Activity ▸ Among the lines below, return each one that contains the word "lane".

Material for the task ▸
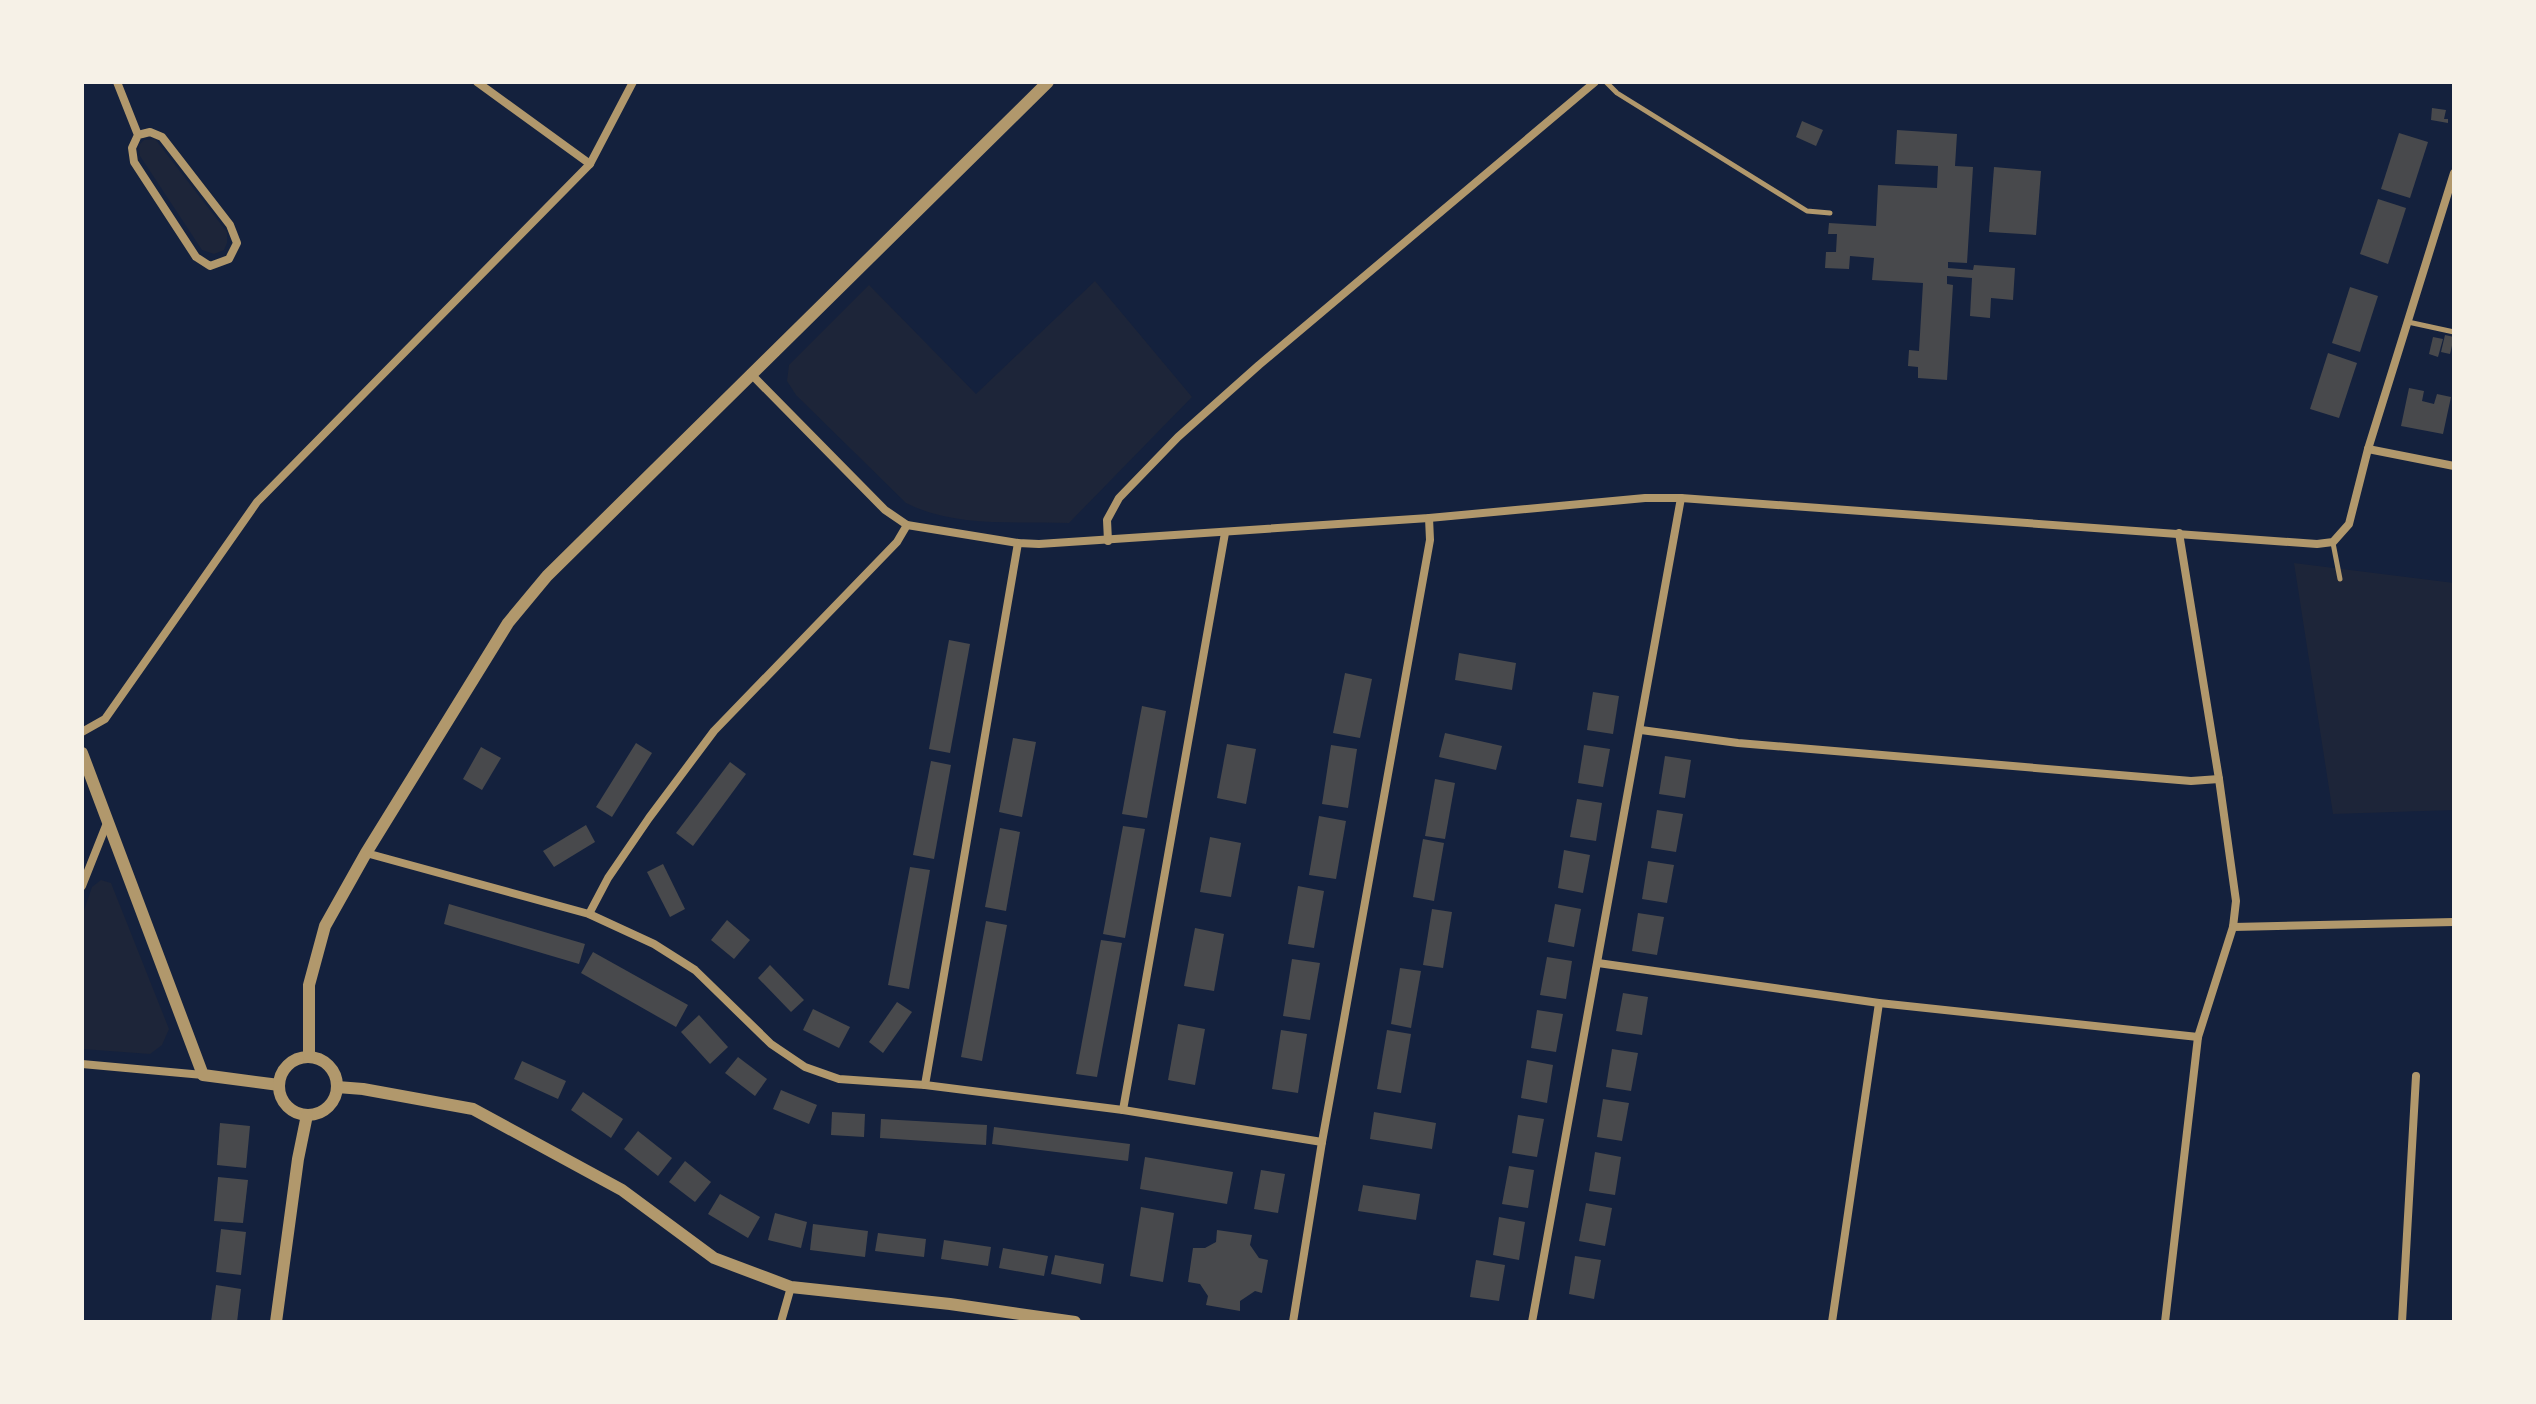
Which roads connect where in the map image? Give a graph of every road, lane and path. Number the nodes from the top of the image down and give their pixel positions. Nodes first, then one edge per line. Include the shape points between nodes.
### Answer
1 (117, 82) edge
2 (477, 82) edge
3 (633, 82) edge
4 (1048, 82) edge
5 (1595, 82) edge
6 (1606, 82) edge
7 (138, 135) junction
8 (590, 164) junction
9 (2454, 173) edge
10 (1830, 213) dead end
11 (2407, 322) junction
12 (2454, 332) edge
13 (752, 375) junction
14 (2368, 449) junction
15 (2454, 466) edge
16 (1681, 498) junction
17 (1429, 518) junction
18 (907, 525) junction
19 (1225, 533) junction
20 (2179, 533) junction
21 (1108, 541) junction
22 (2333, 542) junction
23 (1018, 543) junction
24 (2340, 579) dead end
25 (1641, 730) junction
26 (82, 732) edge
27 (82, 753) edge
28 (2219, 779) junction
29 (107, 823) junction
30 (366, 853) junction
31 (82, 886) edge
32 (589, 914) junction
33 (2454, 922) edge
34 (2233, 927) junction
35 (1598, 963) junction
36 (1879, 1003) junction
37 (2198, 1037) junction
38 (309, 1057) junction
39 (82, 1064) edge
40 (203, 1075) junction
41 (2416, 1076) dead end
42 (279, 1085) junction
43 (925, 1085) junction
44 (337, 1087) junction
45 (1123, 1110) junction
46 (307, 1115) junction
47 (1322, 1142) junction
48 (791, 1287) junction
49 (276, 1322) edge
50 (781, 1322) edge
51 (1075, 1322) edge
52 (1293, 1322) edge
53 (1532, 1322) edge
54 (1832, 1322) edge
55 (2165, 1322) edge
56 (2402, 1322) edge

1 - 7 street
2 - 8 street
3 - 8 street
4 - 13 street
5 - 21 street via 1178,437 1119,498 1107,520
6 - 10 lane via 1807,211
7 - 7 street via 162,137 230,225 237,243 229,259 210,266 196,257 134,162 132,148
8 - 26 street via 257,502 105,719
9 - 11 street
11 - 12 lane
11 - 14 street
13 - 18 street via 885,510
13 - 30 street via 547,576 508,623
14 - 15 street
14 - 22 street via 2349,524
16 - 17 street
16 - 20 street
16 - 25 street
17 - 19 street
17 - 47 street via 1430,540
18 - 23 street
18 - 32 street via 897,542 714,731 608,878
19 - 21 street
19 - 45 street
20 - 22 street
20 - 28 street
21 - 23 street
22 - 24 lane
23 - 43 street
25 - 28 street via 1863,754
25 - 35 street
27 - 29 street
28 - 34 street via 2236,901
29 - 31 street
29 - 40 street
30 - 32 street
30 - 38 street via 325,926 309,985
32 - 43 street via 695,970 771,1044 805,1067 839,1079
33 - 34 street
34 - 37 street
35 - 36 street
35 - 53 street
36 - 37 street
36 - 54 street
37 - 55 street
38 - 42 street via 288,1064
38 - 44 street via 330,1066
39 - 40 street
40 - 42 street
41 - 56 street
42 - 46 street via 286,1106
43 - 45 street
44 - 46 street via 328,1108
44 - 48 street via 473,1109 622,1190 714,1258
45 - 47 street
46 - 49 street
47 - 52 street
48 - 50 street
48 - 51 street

---

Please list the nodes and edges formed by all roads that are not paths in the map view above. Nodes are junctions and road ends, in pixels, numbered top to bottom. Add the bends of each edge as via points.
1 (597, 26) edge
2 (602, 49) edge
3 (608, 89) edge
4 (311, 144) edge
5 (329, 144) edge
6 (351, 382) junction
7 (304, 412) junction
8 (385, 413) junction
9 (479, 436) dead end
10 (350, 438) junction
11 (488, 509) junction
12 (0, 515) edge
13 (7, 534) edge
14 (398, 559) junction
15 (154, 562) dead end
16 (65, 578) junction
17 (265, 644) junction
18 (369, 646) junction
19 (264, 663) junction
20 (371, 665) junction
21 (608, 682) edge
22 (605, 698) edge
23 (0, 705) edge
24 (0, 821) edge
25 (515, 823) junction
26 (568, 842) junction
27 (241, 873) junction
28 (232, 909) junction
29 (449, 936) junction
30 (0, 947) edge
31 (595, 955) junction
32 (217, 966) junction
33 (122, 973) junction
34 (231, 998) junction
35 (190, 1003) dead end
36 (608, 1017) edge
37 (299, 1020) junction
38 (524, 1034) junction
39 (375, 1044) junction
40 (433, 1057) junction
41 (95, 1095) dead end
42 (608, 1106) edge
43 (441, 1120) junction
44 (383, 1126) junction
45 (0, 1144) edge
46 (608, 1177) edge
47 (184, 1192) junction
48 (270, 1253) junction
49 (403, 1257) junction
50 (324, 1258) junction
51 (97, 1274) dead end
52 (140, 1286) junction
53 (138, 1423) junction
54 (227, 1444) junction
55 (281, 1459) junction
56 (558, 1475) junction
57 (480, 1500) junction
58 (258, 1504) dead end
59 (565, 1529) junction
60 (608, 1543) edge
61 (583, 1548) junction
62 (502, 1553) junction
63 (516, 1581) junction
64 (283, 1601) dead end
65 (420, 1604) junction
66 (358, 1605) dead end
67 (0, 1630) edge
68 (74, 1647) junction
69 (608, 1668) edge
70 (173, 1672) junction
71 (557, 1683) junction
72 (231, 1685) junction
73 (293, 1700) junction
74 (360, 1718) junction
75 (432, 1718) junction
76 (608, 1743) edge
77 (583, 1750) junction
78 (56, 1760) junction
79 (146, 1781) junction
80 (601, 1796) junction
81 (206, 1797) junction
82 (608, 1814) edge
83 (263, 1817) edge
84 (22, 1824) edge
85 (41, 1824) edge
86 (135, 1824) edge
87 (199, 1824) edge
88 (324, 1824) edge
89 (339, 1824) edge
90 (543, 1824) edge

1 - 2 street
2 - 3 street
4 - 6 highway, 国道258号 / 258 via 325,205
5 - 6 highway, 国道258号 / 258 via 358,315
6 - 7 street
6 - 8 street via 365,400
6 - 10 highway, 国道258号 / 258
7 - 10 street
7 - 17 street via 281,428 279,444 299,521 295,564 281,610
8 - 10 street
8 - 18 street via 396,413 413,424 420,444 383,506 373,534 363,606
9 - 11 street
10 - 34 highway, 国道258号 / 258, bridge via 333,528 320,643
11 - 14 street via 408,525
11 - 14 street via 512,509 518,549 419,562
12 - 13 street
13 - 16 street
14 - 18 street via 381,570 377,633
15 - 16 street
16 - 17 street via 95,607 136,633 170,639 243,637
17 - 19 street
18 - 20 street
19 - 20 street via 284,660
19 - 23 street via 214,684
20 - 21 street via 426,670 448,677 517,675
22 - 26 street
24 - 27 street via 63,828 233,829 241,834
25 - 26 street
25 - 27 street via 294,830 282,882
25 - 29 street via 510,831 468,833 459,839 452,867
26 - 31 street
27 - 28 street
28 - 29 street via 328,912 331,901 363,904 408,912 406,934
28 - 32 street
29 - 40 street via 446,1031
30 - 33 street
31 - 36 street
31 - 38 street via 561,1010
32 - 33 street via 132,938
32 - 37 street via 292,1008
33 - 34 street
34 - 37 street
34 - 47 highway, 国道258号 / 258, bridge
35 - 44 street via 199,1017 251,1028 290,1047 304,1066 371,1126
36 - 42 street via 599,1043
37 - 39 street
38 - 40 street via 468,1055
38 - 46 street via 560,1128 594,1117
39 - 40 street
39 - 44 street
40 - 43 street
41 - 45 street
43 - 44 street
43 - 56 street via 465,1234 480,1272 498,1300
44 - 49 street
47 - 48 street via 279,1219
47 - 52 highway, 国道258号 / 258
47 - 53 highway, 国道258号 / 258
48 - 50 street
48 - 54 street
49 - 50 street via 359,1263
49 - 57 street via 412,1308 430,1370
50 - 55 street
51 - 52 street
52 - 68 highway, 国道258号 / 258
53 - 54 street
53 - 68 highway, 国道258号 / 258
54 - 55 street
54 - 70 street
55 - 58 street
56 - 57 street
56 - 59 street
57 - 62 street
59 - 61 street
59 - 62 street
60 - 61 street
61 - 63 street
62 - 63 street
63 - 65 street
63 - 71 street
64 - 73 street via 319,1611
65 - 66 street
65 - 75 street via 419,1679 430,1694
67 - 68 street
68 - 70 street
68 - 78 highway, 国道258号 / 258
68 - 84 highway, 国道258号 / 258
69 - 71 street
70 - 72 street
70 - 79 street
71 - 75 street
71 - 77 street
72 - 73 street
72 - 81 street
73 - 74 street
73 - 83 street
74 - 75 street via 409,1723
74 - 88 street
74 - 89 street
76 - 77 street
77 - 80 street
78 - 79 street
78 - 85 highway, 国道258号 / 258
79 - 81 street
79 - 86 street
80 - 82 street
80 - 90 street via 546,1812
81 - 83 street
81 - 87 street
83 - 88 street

Solution for this exercise ▸
Which roads connect where in the map image? Give a graph of every road, lane and path. Number the nodes from the top of the image down and give their pixel positions. Nodes first, then one edge per line. Include the shape points between nodes.
6 - 10 lane via 1807,211
11 - 12 lane
22 - 24 lane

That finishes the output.